Explosions of color on cloth

Three friends wearing yukata, Yamanote Line, two. The yukata is a summer-weight kimono, made of lighter material but used year-round in the privacy of the home or bath. I haven't decided to buy one yet - my re-appropriated hospital scrubs do quite nicely, thank you very much - but what's interesting about the yukata has nothing to do with bedtime fashion victims. The yukata's big sister, the kimono, is virtually shunned by the modern Japanese. It's fiscally prohibitive, it's difficult to put on without assistance by somebody who knows how to tie the four-meter-long obi, or belt. Usually, it's worn once during a coming-of-age ceremony, and that's often the only kimono that the wearer will ever own. Wedding kimono are almost always rented, and that's when the couple opts for a traditional wedding. The yukata, on the other hand, is affordable, looks (and I've been told is) comfortable and interestingly, provides an uncumbersome way to connect modern life in Japan, Inc. to traditional Edo stylings. As soon as the fireworks and festival season began, yukata began pouring out of the woodwork, and mostly on younger Japanese teens and twentysomethings. I've even pasty gaijin wearing them in train stations. Life in Japan can often be reduced to a philosophical struggle of accepting change, and then how much let go. The recent Howard French articles in the New York Times bear witness to that. However, it's encouraging to see a group like the three pictured above, keitais in one hand and bleached-lightened hair atop their heads.

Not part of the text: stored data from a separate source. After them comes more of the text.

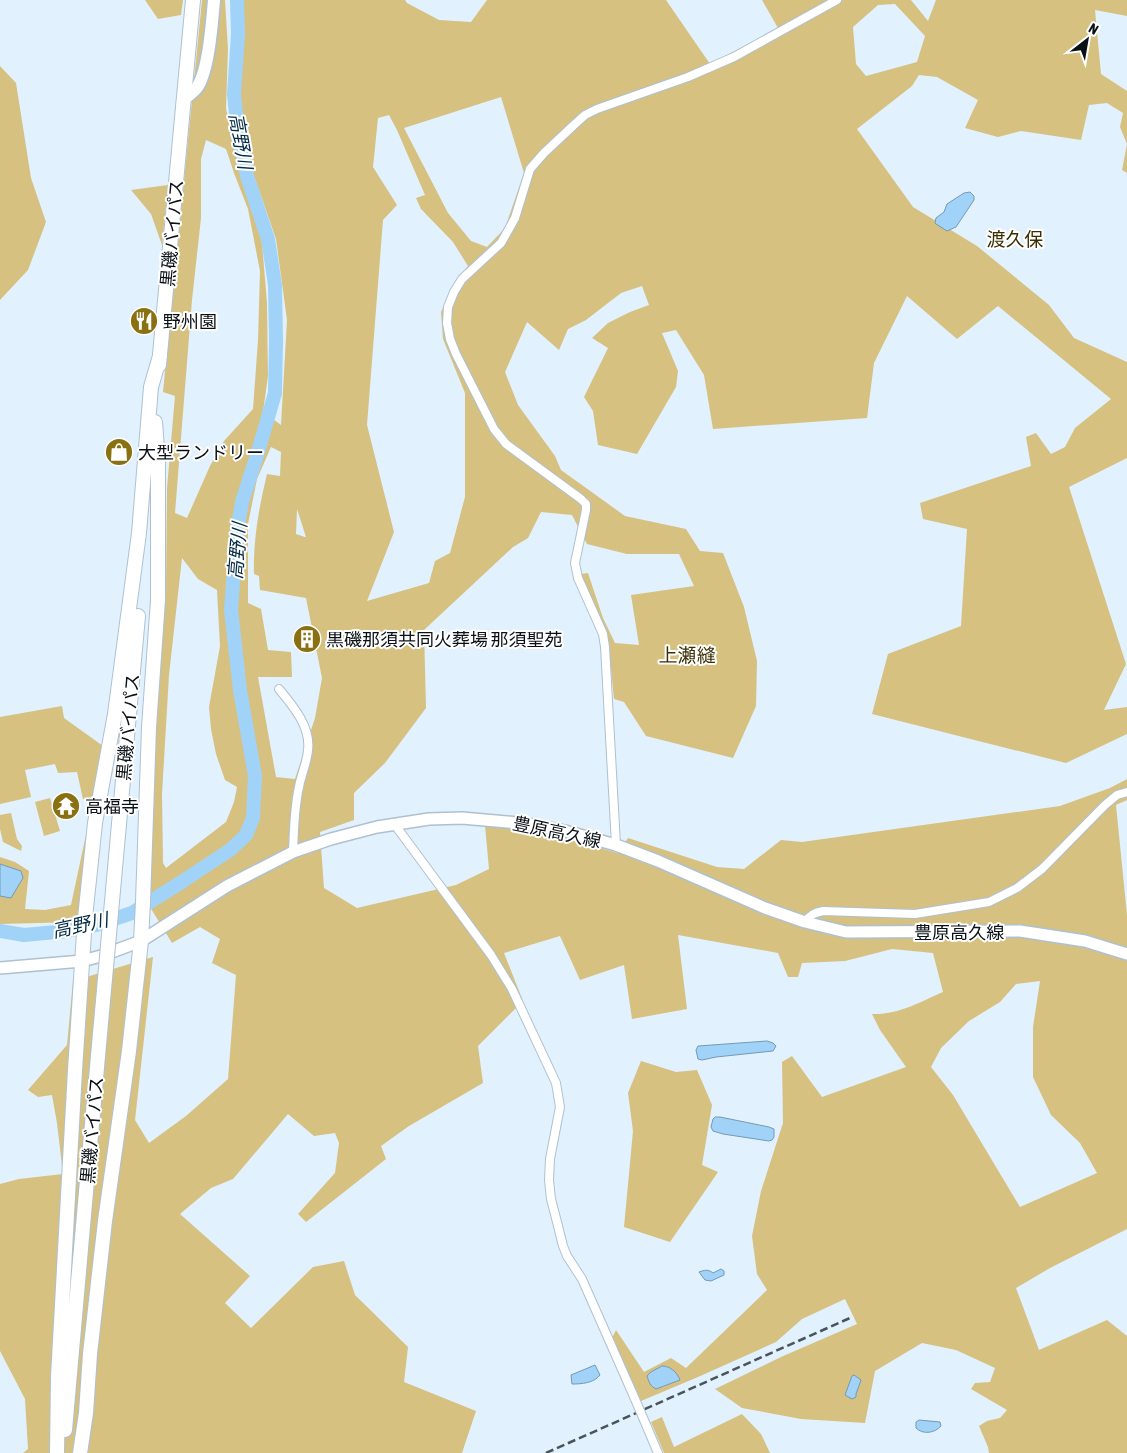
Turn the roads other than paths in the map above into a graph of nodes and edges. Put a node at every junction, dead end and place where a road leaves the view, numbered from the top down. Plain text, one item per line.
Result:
1 (194, 0) edge
2 (214, 0) edge
3 (837, 0) edge
4 (184, 99) junction
5 (160, 356) junction
6 (155, 421) junction
7 (279, 689) dead end
8 (1127, 792) edge
9 (395, 825) junction
10 (616, 845) junction
11 (293, 852) junction
12 (805, 922) junction
13 (141, 941) junction
14 (1127, 954) edge
15 (82, 961) junction
16 (0, 968) edge
17 (57, 1453) edge
18 (62, 1453) edge
19 (80, 1453) edge
20 (658, 1453) edge

1 - 4 highway, 黒磯バイパス
2 - 4 main road
3 - 10 street
4 - 5 highway, 黒磯バイパス
5 - 6 highway, 黒磯バイパス
5 - 15 highway
6 - 13 highway
6 - 18 highway, 黒磯バイパス, bridge
7 - 11 street
8 - 12 street
9 - 10 main road, 豊原高久線
9 - 11 main road, 豊原高久線
9 - 20 street, bridge
10 - 12 main road, 豊原高久線
11 - 13 main road, 豊原高久線
12 - 14 main road, 豊原高久線
13 - 15 main road, 豊原高久線
13 - 19 highway
15 - 16 main road, 豊原高久線
15 - 17 highway

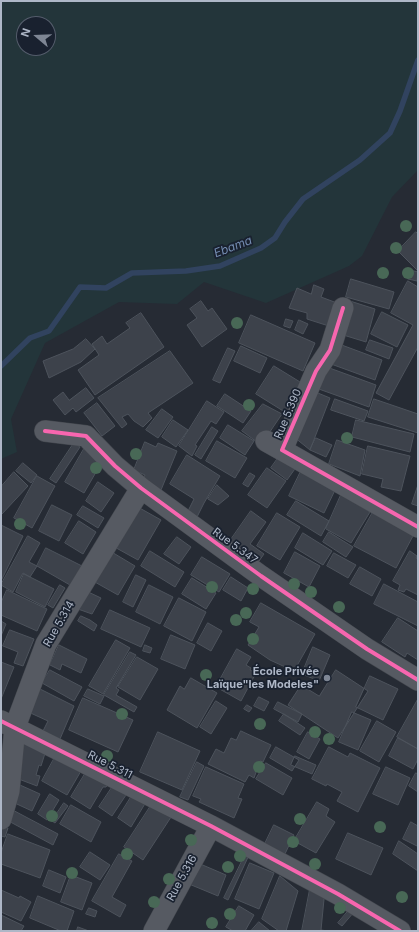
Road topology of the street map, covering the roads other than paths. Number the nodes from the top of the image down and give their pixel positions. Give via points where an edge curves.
1 (343, 308) dead end
2 (45, 431) dead end
3 (141, 488) junction
4 (418, 526) edge
5 (418, 680) edge
6 (8, 724) edge
7 (1, 819) edge
8 (211, 826) junction
9 (154, 931) edge
10 (400, 931) edge

1 - 4 street, Rue 5.390 via 330,350 274,445
2 - 3 street, Rue 5.347 via 86,436
3 - 5 street, Rue 5.347 via 261,576 367,649
3 - 6 street, Rue 5.314 via 46,644
6 - 7 street, Rue 5.314 via 9,790
6 - 8 street, Rue 5.311
8 - 9 street, Rue 5.316
8 - 10 street, Rue 5.311 via 338,894

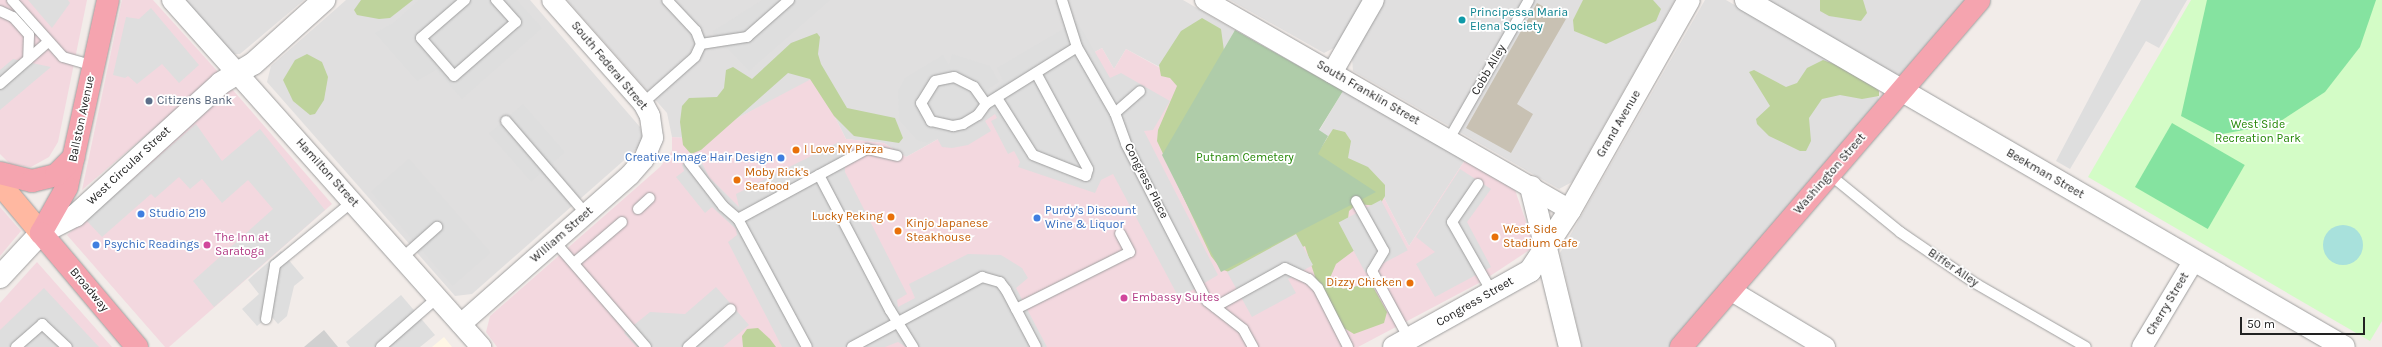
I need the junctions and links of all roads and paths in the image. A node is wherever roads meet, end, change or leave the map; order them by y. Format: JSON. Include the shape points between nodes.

Maybe there is hope for a future Japan, where Western concepts of equality are as common as the yukata in summer.

Comments

3 Responses to “Explosions of color on cloth”

  1. Phil on

    The Monkey (From the annals of the Zen Koan):

    The Monkey is reaching for the moon in the water,
    Until death overtakes him he’ll never give up.
    If he’d let go the branch and disappear in the deep pool,
    The whole world would shine with dazzling pureness.

  2. Phil on

    Hi Seth, that apple was great. Can an Asian guy have an Asian fetish? Things that make you go hmmm…

    You are one crazy ass cool bastard. If I was a kawaii girl I would want to drip soy sauce all over your nipples.

  3. seth on

    Phil!

    Folks, this is what happens when you take Americans out of their natural habitat, and then re-insert them like a S.W.A.T. team or other highly-trained tactical squadron. Or a tampon.